Ideology is “like halitosis”: it’s “what the other person has.” So writes Terry Eagleton in his book Ideology: An Introduction. The Bernie bro thinks the tech bro is being ideological when the latter rhapsodizes about crypto and autonomous economic zones. The red cap–clad suburban dad thinks the “postmodern” professor is trapped in ideology when she champions green energy and Black Lives Matter.

So conceived, ideology is what blinkers the ideologue’s vision, whether willfully or by way of the mystifying propaganda of certain powers that be. It is to be contrasted with one’s own ideology-free common sense, strictly rational technical analysis, or moral clarity. You’re wearing distorting glasses you don’t even realize are there; I see naturally, and with perfect vision.

As Eagleton points out, this is just one conception of ideology, heavily influenced by Marx’s critique of the ideology of bourgeois capitalism. As many social scientists conceive of it—and as the political scientist Jason Blakely conceives of it in his recent book, Lost in Ideology—ideology is not something you can really do without. Some kind of ideological orientation is a precondition for participating in and understanding modern political life, and “proclaim[ing] oneself beyond ideology is the surest sign that one is adrift in it.”

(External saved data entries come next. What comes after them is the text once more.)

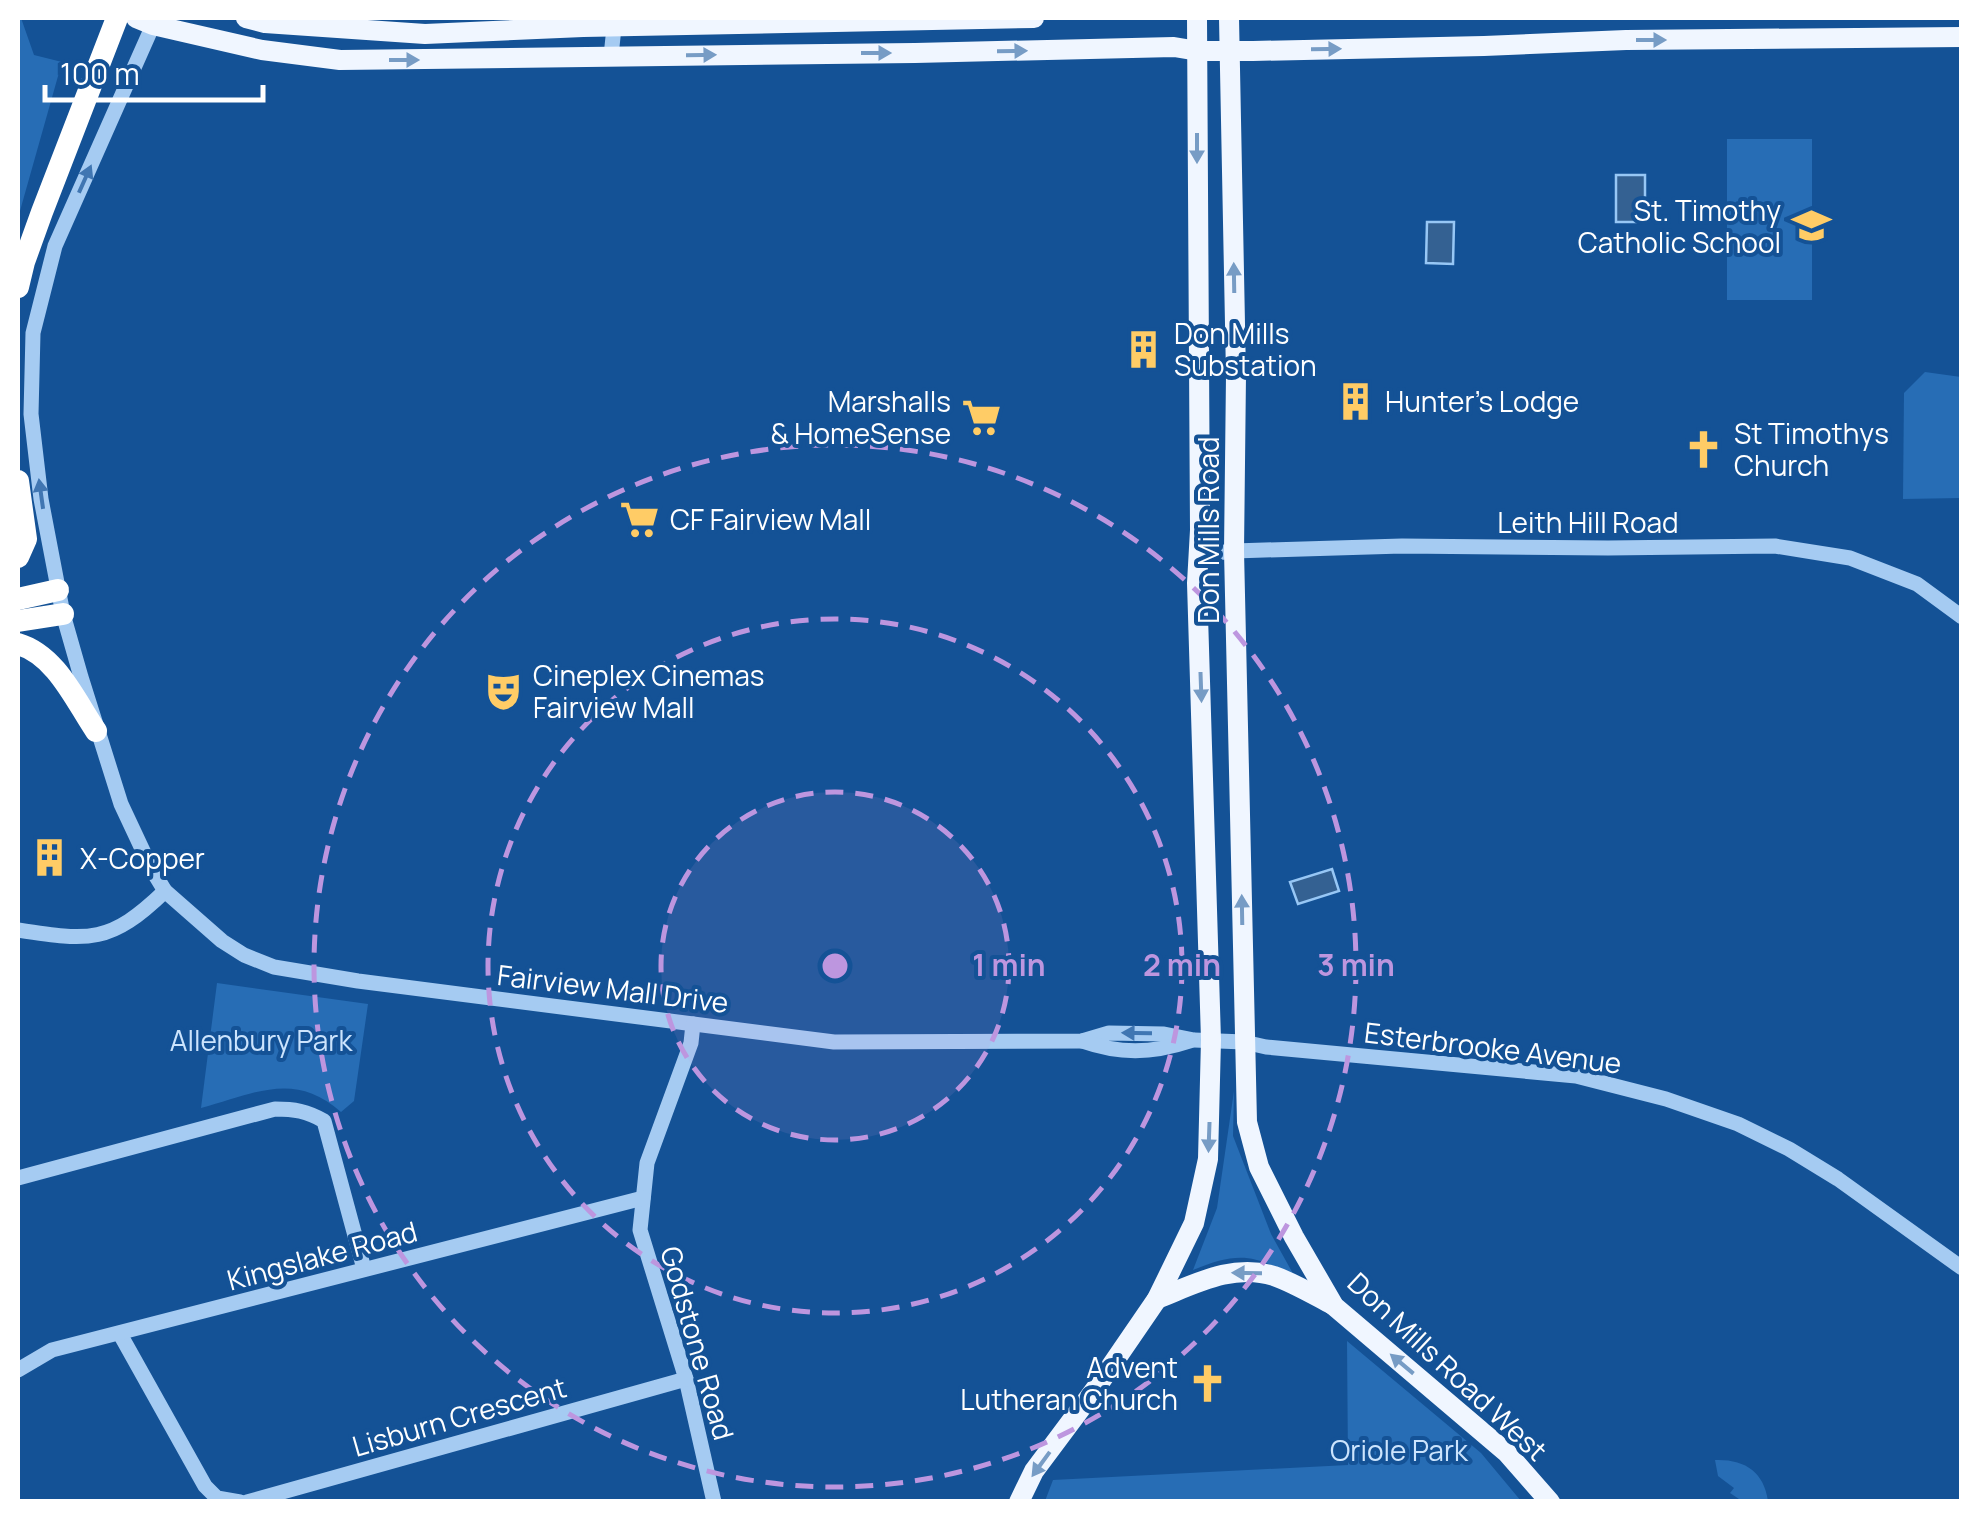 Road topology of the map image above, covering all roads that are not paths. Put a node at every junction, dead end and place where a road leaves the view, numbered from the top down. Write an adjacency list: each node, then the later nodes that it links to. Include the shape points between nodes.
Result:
1 (117, 18): 13 (highway)
2 (246, 18): 8 (main road, via 425,34)
3 (1034, 18): 7 (main road)
4 (1197, 18): 10 (main road, Don Mills Road)
5 (1229, 18): 11 (main road, Don Mills Road)
6 (148, 20): 12 (main road, one-way to 12, via 262,50 340,60); 18 (street, Fairview Mall Drive, one-way to 6, via 31,414 34,332 55,246)
7 (605, 22): 8 (main road); 12 (street)
8 (553, 23)
9 (1962, 38): 11 (main road, one-way to 9)
10 (1198, 51): 11 (main road); 12 (main road, one-way to 10); 16 (main road, Don Mills Road, one-way to 16)
11 (1229, 51): 15 (main road, Don Mills Road, one-way to 11)
12 (602, 56)
13 (18, 287)
14 (18, 482): 17 (highway, via 26,540)
15 (1234, 552): 16 (street, Leith Hill Road); 21 (street, Leith Hill Road, via 1774,546 1850,558 1917,584); 29 (main road, Don Mills Road, one-way to 15)
16 (1198, 555): 28 (main road, Don Mills Road, one-way to 28)
17 (18, 557)
18 (58, 590): 19 (highway); 20 (street, Fairview Mall Drive)
19 (18, 599)
20 (63, 614): 22 (highway); 24 (street, Fairview Mall Drive)
21 (1962, 617)
22 (18, 621)
23 (18, 644): 24 (highway, via 48,661)
24 (96, 731): 25 (street, Fairview Mall Drive, via 121,804)
25 (165, 891): 26 (street, via 128,923 89,938); 27 (street, Fairview Mall Drive, via 222,941 274,967)
26 (18, 930)
27 (692, 1024): 28 (street, Fairview Mall Drive, via 834,1042 1082,1041 1109,1033); 31 (street, Godstone Road, via 647,1163)
28 (1202, 1040): 29 (street, Esterbrooke Avenue); 34 (main road, Don Mills Road, one-way to 34, via 1208,1159 1194,1223)
29 (1244, 1042): 32 (street, Esterbrooke Avenue, via 1576,1076 1666,1099 1788,1149); 35 (main road, Don Mills Road West, via 1247,1122 1259,1167)
30 (18, 1178): 33 (street, via 275,1109 308,1112 324,1120)
31 (643, 1198): 33 (street, Kingslake Road); 38 (street, Godstone Road, via 640,1230)
32 (1962, 1268)
33 (364, 1269): 36 (street, Kingslake Road)
34 (1157, 1299): 35 (main road, one-way to 34, via 1278,1278 1241,1271); 41 (main road, Don Mills Road, one-way to 41, via 1034,1471)
35 (1334, 1306): 42 (main road, Don Mills Road West, one-way to 35, via 1507,1452)
36 (120, 1334): 37 (street, Kingslake Road, via 52,1350); 39 (street, Lisburn Crescent, via 205,1486 217,1498)
37 (18, 1370)
38 (686, 1379): 39 (street, Lisburn Crescent); 40 (street, Godstone Road)
39 (243, 1502)
40 (714, 1502)
41 (1019, 1502)
42 (1550, 1502)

According to this perspective, we can’t hope to see without ideological glasses, nor can we simply rip them off the faces of the mystified and misled. We must instead settle for careful, humble interpretive study of how ideologies, including our own, tend to overemphasize some facts while obscuring others, how they fall prey to internal incoherence, and how they “naturalize” arrangements that are in fact socially constructed.

Blakely’s approach has much to recommend it. It emphasizes the ways ideology can create social meaning and come to replace religion and other transcendent sources of meaning in modernity. Ideologies, Blakely emphasizes, can also bleed into each other and blend into new hybrids. Marxists and conservatives can share worries about the way unchecked capitalism erodes sources of meaning; fascists can “go green.” While Blakely stresses that because of its basis in human culture, ideology can’t have a science, he also manages to steer clear of a hands-off relativism. Just because we all need some kind of ideology doesn’t mean we can’t judge other ideologies based on their internal contradictions or outright falsehoods. To extend the metaphor, we may all need glasses, but some of us are at least aware of them and have the good sense to get our prescription adjusted once in a while.

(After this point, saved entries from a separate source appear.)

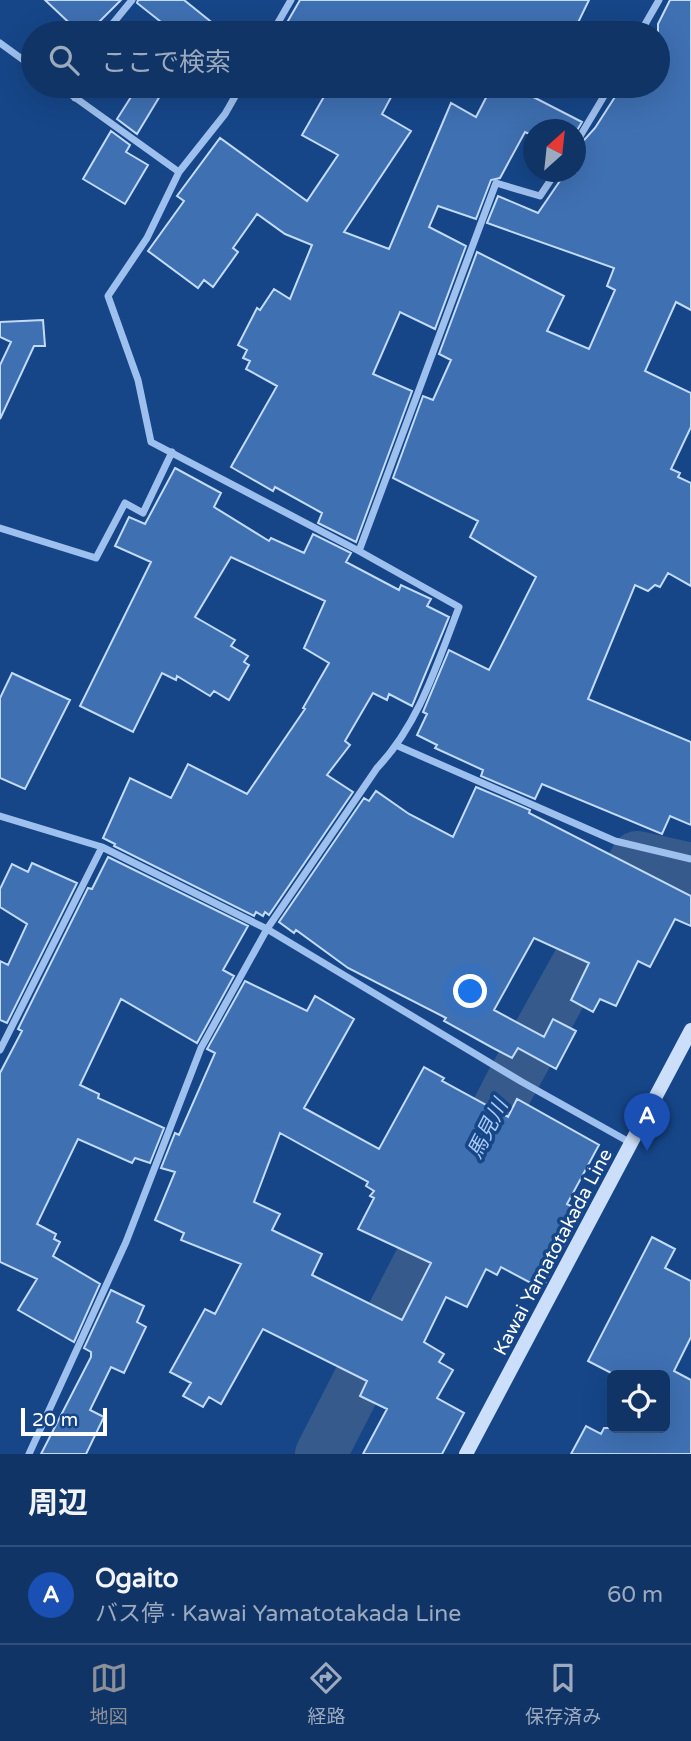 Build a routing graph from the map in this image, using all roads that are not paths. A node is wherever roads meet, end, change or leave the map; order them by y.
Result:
1 (132, 0) edge
2 (291, 0) edge
3 (659, 0) edge
4 (115, 21) edge
5 (279, 21) edge
6 (647, 21) edge
7 (0, 43) edge
8 (21, 58) edge
9 (75, 98) edge
10 (235, 98) edge
11 (603, 98) edge
12 (586, 127) edge
13 (179, 172) junction
14 (549, 182) edge
15 (172, 452) junction
16 (0, 528) edge
17 (359, 551) junction
18 (398, 746) junction
19 (0, 816) edge
20 (102, 847) junction
21 (691, 859) edge
22 (267, 929) junction
23 (691, 1030) edge
24 (0, 1051) edge
25 (633, 1144) junction
26 (29, 1454) edge
27 (466, 1454) edge

1 - 4 street
2 - 5 street
3 - 6 street
7 - 8 street
9 - 13 street
10 - 13 street
11 - 12 street
13 - 15 street
14 - 17 street
15 - 16 street
15 - 17 street
17 - 18 street
18 - 21 street
18 - 22 street
19 - 20 street
20 - 22 street
20 - 24 street
22 - 25 street
22 - 26 street
23 - 25 main road, Kawai Yamatotakada Line
25 - 27 main road, Kawai Yamatotakada Line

But there remains one consideration that can get short shrift when you abjure the pejorative conception of ideology—namely, power. In The German Ideology, Marx famously wrote, “The ideas of the ruling class are in every epoch the ruling ideas, i.e. the class which is the ruling material force of society, is at the same time its ruling intellectual force.” Marx considers those ruling ideas “nothing more than the ideal expression of the dominant material relationships.” This is no doubt a radical simplification that underestimates the capacity of culture and ideology (the “superstructure” in Marx’s language) to affect economic and material reality (the “base”). It also enables Marx’s dubious “scientific” theory, which, as Blakely points out, ends up falsely naturalizing a particular interpretation of social reality no less than the theories of the bourgeois economists Marx criticized.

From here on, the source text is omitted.